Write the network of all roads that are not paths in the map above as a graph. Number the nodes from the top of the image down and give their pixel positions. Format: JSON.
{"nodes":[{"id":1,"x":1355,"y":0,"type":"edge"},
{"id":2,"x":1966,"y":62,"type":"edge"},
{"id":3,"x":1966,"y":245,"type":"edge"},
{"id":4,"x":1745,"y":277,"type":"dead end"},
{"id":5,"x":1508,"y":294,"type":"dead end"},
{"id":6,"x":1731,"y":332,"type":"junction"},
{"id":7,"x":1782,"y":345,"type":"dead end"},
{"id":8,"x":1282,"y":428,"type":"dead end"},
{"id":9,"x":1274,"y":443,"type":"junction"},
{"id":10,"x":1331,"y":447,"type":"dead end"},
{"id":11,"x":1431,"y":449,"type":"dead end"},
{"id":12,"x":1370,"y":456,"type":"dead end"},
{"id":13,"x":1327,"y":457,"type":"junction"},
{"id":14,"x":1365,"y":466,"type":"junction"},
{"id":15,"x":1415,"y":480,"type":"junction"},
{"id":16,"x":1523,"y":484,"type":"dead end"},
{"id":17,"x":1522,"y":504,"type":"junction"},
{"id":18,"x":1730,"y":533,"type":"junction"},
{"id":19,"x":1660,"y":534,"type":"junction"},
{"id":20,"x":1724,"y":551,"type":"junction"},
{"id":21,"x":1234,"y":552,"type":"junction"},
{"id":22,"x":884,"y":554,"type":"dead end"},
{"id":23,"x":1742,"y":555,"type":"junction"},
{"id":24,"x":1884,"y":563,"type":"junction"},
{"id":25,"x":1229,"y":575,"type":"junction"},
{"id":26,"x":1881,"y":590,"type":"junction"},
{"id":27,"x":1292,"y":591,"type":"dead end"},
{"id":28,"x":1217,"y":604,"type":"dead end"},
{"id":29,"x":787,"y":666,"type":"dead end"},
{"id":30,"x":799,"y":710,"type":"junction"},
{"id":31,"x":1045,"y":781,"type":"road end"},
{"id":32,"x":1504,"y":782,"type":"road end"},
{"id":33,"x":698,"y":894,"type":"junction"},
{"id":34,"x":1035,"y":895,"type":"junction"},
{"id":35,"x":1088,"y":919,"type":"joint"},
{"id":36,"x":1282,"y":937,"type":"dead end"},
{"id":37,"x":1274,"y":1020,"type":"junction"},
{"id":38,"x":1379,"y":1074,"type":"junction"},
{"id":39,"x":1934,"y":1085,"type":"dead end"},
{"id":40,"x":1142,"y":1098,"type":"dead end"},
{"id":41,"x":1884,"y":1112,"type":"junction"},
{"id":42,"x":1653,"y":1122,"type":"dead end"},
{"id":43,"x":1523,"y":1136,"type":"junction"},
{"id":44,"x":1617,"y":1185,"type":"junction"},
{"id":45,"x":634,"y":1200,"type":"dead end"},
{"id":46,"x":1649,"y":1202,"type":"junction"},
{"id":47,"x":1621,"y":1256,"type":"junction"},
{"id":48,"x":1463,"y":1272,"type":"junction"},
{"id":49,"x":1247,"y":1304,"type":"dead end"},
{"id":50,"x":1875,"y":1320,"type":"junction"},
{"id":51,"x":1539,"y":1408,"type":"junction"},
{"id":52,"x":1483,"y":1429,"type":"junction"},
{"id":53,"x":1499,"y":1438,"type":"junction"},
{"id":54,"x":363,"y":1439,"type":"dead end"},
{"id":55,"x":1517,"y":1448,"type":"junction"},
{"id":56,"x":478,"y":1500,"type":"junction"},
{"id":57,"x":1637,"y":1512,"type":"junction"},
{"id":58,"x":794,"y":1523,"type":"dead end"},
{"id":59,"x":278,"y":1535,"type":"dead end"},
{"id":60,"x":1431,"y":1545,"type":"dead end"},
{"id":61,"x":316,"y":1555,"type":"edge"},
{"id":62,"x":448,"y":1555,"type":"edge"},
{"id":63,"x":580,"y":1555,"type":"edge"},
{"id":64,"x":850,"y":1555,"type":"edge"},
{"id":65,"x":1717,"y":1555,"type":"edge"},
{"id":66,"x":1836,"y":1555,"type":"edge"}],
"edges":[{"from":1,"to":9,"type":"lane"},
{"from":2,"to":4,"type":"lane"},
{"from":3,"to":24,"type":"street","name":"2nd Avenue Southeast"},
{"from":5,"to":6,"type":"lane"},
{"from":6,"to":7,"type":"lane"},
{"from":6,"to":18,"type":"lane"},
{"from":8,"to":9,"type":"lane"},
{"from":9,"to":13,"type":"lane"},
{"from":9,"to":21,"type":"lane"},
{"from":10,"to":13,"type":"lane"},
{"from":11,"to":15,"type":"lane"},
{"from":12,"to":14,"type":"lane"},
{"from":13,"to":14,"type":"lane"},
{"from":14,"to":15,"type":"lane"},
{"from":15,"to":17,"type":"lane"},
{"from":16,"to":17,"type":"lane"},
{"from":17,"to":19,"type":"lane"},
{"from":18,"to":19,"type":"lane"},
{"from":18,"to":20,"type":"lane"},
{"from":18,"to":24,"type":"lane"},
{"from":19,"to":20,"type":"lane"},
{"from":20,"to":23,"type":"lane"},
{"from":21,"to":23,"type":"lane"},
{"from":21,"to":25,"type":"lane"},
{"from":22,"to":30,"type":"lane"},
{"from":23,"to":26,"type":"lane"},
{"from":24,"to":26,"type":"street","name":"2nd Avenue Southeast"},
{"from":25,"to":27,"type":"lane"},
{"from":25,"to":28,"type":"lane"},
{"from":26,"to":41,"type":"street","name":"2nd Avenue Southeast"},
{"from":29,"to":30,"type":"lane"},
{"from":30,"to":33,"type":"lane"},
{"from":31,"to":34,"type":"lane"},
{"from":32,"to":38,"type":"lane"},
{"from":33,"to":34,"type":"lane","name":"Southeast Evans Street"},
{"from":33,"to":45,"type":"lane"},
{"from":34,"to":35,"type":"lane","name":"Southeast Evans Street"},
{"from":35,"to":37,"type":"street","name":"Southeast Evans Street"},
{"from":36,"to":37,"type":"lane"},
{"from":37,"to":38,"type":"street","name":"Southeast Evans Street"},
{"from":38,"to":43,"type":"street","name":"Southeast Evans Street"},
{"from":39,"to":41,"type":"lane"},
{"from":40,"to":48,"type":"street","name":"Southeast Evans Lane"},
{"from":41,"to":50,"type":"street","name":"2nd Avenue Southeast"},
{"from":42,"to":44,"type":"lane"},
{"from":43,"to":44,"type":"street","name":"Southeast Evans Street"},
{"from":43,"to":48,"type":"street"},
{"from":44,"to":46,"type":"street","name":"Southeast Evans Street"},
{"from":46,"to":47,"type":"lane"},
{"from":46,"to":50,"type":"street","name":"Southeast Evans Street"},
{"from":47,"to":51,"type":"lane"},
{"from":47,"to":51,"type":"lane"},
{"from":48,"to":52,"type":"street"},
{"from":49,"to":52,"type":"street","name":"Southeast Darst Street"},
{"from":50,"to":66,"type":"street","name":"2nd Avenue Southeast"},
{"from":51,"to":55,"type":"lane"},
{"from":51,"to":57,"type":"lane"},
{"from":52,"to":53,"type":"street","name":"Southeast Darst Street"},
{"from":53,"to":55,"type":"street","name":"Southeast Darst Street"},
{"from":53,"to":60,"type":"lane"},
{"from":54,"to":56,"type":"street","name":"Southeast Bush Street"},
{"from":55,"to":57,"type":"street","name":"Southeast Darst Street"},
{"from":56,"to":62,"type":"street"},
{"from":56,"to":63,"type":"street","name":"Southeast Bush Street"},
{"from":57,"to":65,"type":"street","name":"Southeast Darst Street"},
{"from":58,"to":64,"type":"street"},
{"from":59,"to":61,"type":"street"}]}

------------------------------

§ TASK TO COMPLETE
Pick every line from the listing holding the string "nodes", and copy it.

§ PROBLEM SOLUTION
Write the network of all roads that are not paths in the map above as a graph. Number the nodes from the top of the image down and give their pixel positions. Format: JSON.
{"nodes":[{"id":1,"x":1355,"y":0,"type":"edge"},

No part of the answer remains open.